> _DATA RECORDS_
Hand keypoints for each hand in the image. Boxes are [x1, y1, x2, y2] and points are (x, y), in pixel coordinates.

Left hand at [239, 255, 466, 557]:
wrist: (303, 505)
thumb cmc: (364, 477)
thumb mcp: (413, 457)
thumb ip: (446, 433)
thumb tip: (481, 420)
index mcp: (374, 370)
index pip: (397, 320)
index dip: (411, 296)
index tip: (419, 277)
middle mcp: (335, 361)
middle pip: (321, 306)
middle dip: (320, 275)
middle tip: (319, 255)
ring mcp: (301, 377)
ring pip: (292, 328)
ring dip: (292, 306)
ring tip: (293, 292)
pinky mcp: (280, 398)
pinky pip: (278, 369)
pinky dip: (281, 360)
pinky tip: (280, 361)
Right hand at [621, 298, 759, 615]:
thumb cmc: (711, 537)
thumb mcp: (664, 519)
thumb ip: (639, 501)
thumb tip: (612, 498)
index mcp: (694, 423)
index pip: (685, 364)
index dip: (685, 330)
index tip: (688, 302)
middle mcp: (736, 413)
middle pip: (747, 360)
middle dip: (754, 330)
--
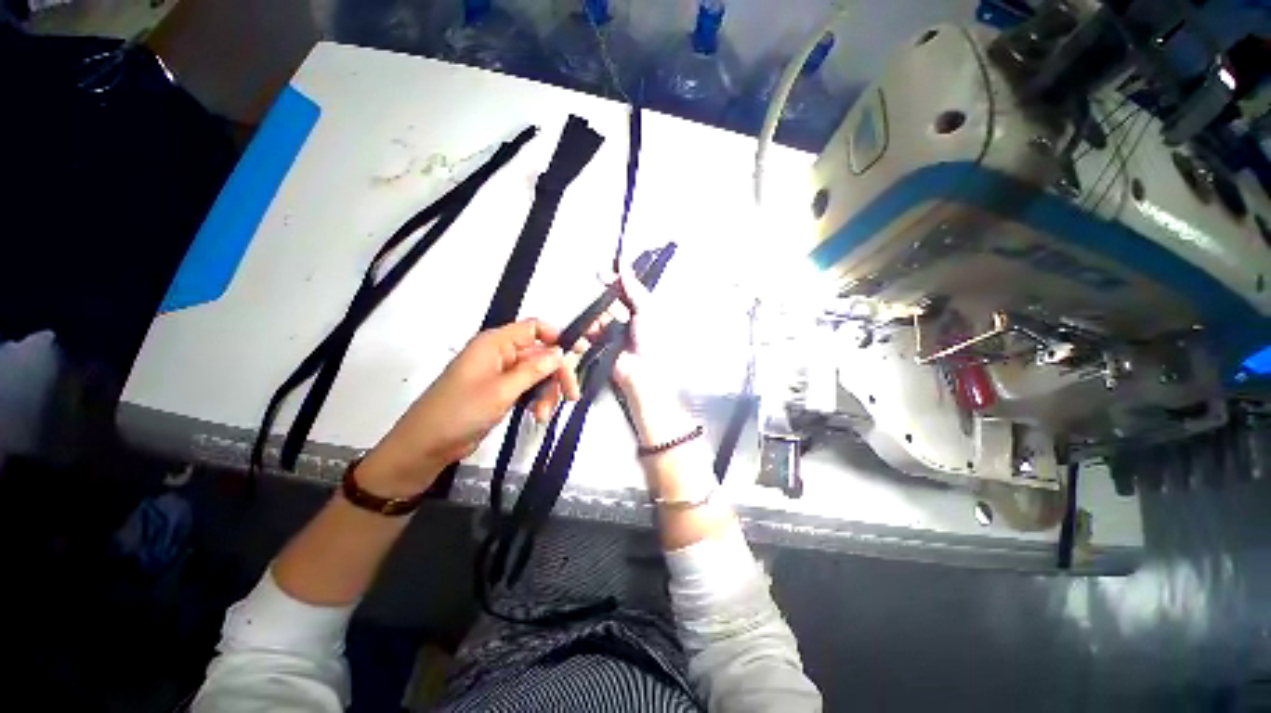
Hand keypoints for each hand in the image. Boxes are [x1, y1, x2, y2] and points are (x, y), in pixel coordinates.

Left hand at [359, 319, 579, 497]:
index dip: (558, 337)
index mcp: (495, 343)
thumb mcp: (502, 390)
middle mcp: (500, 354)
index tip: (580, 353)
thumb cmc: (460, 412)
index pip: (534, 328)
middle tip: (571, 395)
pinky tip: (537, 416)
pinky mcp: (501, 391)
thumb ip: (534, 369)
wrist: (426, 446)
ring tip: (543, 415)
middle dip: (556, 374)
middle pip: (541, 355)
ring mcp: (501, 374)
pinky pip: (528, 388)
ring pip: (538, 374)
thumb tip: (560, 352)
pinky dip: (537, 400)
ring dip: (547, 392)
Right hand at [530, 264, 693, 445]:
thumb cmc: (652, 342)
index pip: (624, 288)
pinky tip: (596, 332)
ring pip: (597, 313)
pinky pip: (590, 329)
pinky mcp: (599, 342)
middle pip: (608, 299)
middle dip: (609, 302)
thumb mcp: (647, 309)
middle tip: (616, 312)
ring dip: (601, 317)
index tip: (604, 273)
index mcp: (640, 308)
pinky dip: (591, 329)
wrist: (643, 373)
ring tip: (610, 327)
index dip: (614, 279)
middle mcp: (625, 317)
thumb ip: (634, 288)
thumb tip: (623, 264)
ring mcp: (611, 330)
* * *
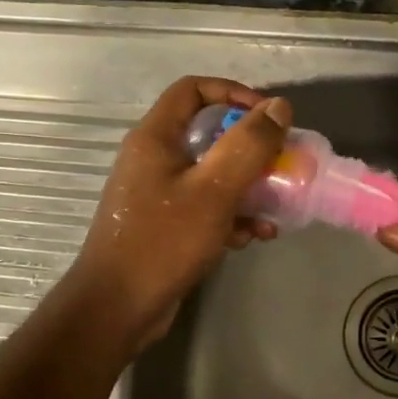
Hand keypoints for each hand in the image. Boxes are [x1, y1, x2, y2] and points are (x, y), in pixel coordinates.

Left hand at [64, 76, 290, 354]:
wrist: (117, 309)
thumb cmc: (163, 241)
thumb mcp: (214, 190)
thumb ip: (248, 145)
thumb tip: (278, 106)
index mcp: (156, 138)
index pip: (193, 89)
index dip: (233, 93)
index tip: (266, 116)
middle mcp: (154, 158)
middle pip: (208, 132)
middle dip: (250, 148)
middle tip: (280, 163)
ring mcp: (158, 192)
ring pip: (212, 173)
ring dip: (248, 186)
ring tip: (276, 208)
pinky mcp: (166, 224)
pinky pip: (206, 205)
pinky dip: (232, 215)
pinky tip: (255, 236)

> _ACTION ITEM_
Out of the data above, set down the lines from the one with "ring tip: (610, 327)" to the one with "ring mcp: (611, 330)", both included, exactly as written and with no additions.

> _RESPONSE AREA_
ring tip: (610, 327)
index dip: (614, 279)
middle mcp: (625, 317)
thumb ip: (634, 288)
thumb tip: (623, 264)
ring mcp: (611, 330)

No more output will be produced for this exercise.